2. Aux termes de l'article 39 du code général des impôts, applicable à l'impôt sur les sociétés en vertu de l'article 206 du même code : " 1. Le bénéfice net est établi sous déduction de toutes charges, celles-ci comprenant, sous réserve des dispositions du 5, notamment : (...)/ 5° Les provisions constituées en vue de faire face à des pertes ou charges nettement précisées et que des événements en cours rendent probables, à condition qu'elles aient été effectivement constatées dans les écritures de l'exercice. (...) ". Aux termes de l'article 38 sexies de l'annexe III au code général des impôts, dans sa rédaction applicable à l'imposition en litige : " La dépréciation des immobilisations qui ne se déprécient pas de manière irréversible, notamment les terrains, les fonds de commerce, les titres de participation, donne lieu à la constitution de provisions dans les conditions prévues au 5° du 1 de l'article 39 du code général des impôts ".

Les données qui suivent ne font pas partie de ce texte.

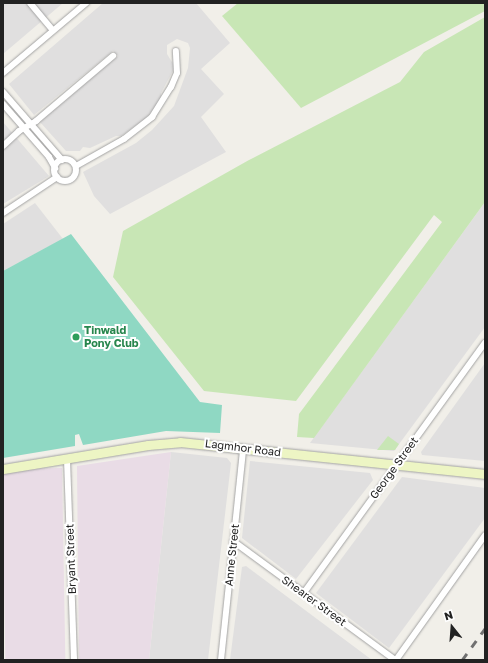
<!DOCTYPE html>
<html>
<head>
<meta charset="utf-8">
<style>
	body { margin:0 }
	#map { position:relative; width:488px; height:663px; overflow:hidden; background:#f1efe9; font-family:"Golos Text",sans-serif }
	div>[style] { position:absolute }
	.residential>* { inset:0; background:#e0dfdf }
	.industrial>* { inset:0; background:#e9dce6; transform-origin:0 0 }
	.grass>* { inset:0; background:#c8e6b5 }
	.pitch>* { inset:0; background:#8fd8c3 }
	.roads { filter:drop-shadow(0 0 1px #a3a3a3) drop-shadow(0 0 1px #a3a3a3) }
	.street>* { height:6px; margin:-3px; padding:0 3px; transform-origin:3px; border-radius:3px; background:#fff }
	.street>.ring { margin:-3px; padding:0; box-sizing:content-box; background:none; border:6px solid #fff; border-radius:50% }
	.secondary>* { height:9px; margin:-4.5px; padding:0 4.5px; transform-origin:4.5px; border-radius:4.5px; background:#edf5c4 }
	.rail>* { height:2.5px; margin-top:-1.25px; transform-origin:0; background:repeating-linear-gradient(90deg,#707070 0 8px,transparent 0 16px) }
	.dots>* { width:11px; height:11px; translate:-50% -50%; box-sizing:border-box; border:2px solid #fff; border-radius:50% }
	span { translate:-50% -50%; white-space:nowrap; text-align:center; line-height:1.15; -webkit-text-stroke:4px #fff; paint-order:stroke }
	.leisure-label { font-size:11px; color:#27864d; font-weight:700 }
	.left { translate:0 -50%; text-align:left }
	.street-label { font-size:11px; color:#222 }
	.frame { position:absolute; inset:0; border:4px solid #222; pointer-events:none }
	.north { position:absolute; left:432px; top:607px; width:40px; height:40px; -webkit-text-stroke:3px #fff; paint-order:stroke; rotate:343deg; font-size:11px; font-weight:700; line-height:16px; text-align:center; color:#222 }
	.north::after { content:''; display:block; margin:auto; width:14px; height:18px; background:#222; clip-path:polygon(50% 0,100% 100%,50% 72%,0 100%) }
</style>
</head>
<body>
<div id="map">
	<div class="residential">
		<div style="clip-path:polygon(3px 3px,63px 3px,3px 54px)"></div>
		<div style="clip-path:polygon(103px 3px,196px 3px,230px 43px,201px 69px,224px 94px,201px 117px,226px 152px,110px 214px,94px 196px,83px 172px,136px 143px,152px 130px,174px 106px,188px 68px,190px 48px,188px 43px,177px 39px,167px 45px,167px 54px,175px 67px,161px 93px,161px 100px,146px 118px,121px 136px,116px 136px,90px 148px,83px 147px,80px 151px,66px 151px,40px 122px,118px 56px,113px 51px,34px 115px,9px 84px)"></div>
		<div style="clip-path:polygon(3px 122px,49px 176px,3px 204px)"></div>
		<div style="clip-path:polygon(485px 202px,485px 327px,394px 451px,310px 443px)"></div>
		<div style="clip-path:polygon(35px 203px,63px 239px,3px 271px,3px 224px)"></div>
		<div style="clip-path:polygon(485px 363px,485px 461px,422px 455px,421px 452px)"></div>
		<div style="clip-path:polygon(171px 452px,227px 458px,231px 463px,208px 660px,149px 660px)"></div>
		<div style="clip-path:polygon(250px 461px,370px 473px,373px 480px,296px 579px,242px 538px)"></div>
		<div style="clip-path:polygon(402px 477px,485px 488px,485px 518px,389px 648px,316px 593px)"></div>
		<div style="clip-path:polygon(246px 566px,372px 660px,230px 660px,242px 567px)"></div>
	</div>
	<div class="industrial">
		<div style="clip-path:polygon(171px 452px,149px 660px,79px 660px,77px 466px)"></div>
		<div style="left:62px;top:468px;width:192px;height:60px;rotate:89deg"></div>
	</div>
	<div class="grass">
		<div style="clip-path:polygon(238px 3px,485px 3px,485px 11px,301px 108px,222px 16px)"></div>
		<div style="clip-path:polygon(485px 17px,485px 202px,314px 438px,297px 437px,299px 414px,442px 222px,434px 215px,296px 401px,204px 391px,113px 277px,123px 231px,249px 160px,400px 82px,424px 52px)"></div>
		<div style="clip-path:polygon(388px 436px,399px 444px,395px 450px,377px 450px)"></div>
	</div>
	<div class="pitch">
		<div style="clip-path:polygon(71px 234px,200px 402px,222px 405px,220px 433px,166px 431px,83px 445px,79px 434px,75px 435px,75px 446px,3px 458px,3px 271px)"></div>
	</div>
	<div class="roads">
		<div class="street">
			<div style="left:30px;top:3px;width:35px;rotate:50deg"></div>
			<div style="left:3px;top:73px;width:109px;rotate:-40.1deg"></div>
			<div style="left:3px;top:92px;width:90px;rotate:49.1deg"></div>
			<div style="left:3px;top:104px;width:70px;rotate:49deg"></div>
			<div style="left:49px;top:157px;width:13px;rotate:61deg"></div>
			<div style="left:3px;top:146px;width:22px;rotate:-43deg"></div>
			<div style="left:19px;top:131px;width:20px;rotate:-30deg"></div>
			<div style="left:36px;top:121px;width:101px;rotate:-40.2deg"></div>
			<div class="ring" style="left:54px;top:159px;width:16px;height:16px"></div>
			<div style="left:76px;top:166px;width:55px;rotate:-29.4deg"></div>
			<div style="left:124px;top:139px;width:36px;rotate:-38deg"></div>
			<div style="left:152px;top:117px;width:36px;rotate:-58deg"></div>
			<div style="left:171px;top:87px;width:15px;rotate:-67deg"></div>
			<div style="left:177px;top:73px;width:22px;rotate:-93deg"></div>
			<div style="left:3px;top:213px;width:65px;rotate:-33.7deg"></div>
			<div style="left:67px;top:459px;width:201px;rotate:88deg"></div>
			<div style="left:233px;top:541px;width:201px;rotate:36.3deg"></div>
			<div style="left:303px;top:594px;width:310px;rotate:-54.1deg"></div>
			<div style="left:221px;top:660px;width:212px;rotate:-84deg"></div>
			<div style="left:396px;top:660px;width:153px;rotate:-54.5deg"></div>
		</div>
		<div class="secondary">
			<div style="left:3px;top:469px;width:147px;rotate:-9.4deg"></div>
			<div style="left:148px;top:445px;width:32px;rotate:-5deg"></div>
			<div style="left:180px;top:442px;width:307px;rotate:6deg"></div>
		</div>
	</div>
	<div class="rail">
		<div style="left:462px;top:660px;width:39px;rotate:-54deg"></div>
	</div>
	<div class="dots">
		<div style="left:76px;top:337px;background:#2e9e5b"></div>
	</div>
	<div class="leisure-label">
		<span class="left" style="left:84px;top:337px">Tinwald<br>Pony Club</span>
	</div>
	<div class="street-label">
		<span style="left:243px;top:448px;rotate:7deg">Lagmhor Road</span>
		<span style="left:394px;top:468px;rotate:-54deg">George Street</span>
		<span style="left:232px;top:555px;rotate:-84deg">Anne Street</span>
		<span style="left:71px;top:559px;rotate:-92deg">Bryant Street</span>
		<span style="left:314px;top:601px;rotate:36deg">Shearer Street</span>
	</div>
	<div class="frame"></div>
	<div class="north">N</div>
</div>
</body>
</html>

3. La déductibilité fiscale d'une provision est subordonnée, en application des dispositions du 5° du 1 de l'article 39 du code général des impôts et de l'article 38 quater de l'annexe II à ce code, outre aux conditions relatives à la dépréciation elle-même, à ce que la provision en cause ait été constatée dans les écritures de l'exercice conformément, en principe, aux prescriptions comptables. S'agissant de la dépréciation d'un élément d'actif, il résulte des dispositions du plan comptable général que la passation de l'écriture comptable correspondante est subordonnée au constat selon lequel la valeur actuelle de cet élément d'actif, valeur la plus élevée de la valeur vénale ou de la valeur d'usage, est devenue notablement inférieure à sa valeur nette comptable.

4. Il résulte de l'instruction que le 31 mars 2008, l'entreprise Pharmacie de Pombonne a acquis le fonds de commerce d'officine de pharmacie appartenant à la pharmacie Dubois pour une valeur de 1 775 000 euros, dont 1 767 500 euros pour les éléments incorporels. Au titre des exercices clos aux 31 mars 2013 et 2014, elle a déduit de son résultat fiscal des dotations de provisions pour dépréciation du fonds de commerce pour des montants respectifs de 268 388 euros et 67 346 euros.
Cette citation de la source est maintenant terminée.